(Information given begins)

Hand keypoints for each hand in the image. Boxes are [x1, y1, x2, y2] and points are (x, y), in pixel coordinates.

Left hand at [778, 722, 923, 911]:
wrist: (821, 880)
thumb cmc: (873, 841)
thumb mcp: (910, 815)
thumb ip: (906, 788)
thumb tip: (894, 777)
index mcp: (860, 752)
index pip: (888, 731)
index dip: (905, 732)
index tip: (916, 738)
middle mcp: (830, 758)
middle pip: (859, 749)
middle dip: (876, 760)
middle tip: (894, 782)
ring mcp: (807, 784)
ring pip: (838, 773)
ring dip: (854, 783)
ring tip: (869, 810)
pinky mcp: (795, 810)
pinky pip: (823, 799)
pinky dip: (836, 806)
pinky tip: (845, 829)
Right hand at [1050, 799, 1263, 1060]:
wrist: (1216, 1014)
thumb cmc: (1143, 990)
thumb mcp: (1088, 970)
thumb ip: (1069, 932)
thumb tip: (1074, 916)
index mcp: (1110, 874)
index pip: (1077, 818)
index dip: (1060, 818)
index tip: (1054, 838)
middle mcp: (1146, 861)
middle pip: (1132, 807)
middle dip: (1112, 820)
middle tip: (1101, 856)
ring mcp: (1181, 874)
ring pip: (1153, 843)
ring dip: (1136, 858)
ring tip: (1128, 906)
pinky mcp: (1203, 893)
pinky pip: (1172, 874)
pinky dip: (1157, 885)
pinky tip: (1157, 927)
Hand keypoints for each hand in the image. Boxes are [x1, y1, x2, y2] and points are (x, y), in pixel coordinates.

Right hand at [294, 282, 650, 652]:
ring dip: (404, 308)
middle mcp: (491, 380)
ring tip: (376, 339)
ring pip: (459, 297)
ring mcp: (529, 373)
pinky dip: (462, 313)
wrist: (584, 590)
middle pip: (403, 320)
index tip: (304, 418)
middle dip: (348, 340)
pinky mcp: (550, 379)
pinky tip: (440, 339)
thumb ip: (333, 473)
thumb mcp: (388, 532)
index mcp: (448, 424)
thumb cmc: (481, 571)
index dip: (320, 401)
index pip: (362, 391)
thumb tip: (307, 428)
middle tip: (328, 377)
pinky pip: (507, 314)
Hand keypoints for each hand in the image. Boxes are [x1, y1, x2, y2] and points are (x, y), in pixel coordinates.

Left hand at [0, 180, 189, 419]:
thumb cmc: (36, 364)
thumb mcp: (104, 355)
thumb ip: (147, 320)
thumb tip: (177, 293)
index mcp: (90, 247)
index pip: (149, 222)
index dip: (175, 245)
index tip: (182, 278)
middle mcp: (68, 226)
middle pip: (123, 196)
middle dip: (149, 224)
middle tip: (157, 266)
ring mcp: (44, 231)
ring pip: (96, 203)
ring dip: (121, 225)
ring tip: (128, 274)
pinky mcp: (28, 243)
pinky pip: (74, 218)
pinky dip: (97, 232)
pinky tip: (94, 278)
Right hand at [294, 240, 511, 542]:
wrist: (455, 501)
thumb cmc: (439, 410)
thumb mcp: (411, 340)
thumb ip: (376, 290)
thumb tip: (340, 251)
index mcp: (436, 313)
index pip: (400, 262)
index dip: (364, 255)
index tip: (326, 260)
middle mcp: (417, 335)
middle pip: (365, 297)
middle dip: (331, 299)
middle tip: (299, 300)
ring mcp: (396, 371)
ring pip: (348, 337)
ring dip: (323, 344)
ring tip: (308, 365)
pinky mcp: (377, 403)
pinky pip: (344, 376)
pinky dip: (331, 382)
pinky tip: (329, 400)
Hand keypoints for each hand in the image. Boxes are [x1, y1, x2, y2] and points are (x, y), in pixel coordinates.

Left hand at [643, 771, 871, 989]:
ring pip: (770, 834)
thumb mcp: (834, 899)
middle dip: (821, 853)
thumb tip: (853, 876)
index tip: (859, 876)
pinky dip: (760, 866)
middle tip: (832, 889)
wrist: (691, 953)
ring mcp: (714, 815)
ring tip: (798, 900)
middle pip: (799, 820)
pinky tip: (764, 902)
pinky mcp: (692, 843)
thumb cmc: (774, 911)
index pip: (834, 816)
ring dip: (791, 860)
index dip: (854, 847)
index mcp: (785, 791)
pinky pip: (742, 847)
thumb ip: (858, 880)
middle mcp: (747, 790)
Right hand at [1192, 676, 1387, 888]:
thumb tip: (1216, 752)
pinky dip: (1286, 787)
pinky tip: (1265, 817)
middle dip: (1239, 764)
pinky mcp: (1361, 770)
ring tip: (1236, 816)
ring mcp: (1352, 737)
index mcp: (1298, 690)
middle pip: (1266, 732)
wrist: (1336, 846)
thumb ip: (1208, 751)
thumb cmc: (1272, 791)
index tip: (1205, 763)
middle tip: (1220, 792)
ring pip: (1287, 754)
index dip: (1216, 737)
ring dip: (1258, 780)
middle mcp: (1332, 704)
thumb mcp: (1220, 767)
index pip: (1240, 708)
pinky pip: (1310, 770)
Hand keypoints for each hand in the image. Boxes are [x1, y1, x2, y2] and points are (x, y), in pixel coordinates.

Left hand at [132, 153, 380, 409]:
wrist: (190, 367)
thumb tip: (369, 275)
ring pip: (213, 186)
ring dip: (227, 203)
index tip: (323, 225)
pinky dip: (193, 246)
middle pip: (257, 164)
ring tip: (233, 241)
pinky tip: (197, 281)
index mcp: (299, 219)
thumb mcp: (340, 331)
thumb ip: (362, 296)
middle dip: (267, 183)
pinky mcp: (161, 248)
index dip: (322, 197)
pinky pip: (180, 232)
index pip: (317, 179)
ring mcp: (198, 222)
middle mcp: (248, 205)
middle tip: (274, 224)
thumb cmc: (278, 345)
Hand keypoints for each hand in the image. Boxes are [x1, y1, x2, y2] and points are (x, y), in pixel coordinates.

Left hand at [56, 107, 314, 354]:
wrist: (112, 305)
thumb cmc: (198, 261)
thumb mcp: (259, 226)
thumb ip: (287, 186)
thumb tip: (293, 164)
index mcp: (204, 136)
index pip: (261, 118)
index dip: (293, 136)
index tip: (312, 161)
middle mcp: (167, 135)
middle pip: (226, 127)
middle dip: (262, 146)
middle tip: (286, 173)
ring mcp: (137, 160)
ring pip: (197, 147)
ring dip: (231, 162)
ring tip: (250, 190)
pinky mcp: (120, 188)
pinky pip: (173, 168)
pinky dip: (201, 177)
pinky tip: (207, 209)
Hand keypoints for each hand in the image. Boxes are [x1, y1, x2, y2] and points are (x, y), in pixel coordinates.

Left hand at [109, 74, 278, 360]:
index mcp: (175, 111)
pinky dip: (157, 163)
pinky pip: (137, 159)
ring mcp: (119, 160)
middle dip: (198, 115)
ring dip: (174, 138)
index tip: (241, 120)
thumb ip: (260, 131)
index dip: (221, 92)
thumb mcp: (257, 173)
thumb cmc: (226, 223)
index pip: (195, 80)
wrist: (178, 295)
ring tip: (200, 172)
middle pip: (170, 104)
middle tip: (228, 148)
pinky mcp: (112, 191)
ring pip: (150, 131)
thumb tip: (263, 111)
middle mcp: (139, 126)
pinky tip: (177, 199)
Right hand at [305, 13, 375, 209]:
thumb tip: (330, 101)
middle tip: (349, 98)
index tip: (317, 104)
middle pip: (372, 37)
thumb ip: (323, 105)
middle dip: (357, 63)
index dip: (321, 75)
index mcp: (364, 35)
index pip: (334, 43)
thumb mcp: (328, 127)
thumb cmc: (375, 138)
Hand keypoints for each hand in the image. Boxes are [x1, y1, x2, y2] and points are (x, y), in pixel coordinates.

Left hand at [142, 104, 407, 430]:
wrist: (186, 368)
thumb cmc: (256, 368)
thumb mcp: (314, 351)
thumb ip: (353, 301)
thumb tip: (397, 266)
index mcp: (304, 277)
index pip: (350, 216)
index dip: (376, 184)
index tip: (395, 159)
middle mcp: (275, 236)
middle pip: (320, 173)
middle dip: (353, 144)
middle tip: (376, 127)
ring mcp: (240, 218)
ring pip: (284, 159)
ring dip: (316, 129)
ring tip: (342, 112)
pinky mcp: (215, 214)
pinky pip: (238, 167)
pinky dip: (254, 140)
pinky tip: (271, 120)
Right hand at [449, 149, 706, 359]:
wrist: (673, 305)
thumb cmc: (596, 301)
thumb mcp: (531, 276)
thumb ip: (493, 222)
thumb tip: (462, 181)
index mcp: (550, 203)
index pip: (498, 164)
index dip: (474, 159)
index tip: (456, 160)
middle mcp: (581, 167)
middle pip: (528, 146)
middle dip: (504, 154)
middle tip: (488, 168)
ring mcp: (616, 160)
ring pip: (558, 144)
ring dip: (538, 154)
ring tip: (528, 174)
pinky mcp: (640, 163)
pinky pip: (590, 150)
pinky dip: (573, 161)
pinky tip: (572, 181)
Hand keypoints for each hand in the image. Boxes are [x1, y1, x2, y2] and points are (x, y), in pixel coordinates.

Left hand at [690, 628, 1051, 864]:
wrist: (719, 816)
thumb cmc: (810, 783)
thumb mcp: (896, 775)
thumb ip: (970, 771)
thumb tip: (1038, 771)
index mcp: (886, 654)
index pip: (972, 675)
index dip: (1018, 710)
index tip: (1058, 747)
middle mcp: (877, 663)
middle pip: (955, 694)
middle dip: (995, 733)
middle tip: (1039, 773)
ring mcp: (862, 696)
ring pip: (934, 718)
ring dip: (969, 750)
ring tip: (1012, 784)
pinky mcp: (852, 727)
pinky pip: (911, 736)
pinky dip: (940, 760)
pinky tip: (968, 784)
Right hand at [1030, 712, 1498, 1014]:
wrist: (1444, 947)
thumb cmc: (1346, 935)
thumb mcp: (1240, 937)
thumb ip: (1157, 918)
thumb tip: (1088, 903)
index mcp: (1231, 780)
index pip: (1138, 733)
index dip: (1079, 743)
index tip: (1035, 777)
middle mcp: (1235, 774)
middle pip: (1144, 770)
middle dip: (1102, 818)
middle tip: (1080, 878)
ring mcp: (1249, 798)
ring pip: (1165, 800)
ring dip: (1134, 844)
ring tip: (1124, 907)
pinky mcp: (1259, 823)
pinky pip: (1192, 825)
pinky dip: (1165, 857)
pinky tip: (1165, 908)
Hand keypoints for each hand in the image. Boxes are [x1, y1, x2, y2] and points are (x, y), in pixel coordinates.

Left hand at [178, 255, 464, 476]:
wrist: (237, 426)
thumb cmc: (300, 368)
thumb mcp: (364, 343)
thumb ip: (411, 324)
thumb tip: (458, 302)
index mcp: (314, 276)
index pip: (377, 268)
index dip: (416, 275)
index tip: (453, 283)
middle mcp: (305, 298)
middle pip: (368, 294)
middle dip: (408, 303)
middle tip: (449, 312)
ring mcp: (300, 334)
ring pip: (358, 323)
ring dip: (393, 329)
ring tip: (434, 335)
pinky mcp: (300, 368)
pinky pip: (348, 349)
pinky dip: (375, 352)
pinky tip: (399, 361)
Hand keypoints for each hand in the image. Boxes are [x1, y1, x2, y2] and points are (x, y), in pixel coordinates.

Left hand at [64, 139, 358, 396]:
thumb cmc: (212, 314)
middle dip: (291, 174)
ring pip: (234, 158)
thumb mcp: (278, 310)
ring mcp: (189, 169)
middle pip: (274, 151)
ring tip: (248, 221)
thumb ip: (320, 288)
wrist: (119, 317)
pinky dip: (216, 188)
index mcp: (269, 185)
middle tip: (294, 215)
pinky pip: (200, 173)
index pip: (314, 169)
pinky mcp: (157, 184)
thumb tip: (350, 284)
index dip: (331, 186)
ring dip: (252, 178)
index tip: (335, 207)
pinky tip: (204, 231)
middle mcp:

(Information given ends)

Aim of the exercise: Wherever the string "Right" appears in the data above, report the whole line.

Reply:
Right hand at [1050, 799, 1263, 1060]:
Right hand at [294, 282, 650, 652]:
Right hand at [294, 240, 511, 542]:
Right hand at [1192, 676, 1387, 888]:
Right hand at [305, 13, 375, 209]:
Right hand at [449, 149, 706, 359]:
Right hand at [1030, 712, 1498, 1014]:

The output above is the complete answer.